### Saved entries
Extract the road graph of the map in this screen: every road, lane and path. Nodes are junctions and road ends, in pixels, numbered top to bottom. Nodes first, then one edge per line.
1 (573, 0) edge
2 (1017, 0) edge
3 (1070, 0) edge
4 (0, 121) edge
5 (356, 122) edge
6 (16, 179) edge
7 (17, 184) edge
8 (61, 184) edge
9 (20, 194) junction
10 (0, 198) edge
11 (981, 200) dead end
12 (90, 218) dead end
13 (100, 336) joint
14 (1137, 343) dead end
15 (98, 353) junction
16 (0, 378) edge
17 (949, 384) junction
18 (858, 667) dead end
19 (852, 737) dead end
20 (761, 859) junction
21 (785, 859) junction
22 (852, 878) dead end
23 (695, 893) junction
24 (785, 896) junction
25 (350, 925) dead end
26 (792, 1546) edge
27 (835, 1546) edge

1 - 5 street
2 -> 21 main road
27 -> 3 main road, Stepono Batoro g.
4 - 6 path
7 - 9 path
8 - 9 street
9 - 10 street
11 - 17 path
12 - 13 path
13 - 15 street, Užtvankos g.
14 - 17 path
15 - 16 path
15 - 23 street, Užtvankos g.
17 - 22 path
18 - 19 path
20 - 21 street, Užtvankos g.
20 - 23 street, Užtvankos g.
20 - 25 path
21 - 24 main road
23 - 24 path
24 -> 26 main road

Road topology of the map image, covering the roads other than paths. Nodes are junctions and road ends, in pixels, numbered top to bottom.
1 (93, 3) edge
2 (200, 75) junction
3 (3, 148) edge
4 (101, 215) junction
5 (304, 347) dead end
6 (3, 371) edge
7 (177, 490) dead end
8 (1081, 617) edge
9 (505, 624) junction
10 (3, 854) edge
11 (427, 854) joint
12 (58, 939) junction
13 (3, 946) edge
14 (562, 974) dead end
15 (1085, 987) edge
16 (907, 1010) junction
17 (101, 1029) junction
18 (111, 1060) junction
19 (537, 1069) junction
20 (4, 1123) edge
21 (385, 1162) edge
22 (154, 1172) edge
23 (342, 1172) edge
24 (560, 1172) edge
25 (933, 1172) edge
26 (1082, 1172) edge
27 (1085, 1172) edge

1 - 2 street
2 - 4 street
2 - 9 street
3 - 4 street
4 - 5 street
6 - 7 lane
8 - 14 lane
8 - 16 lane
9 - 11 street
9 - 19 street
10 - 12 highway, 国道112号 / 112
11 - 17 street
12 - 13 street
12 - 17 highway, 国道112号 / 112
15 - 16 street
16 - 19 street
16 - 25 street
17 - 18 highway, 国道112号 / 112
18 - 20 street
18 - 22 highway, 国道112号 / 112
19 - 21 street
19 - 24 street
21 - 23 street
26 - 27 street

### DIRECTIONS FOR THIS TASK
List every line above containing the word "main".

### RESPONSE
2 -> 21 main road
27 -> 3 main road, Stepono Batoro g.
21 - 24 main road
24 -> 26 main road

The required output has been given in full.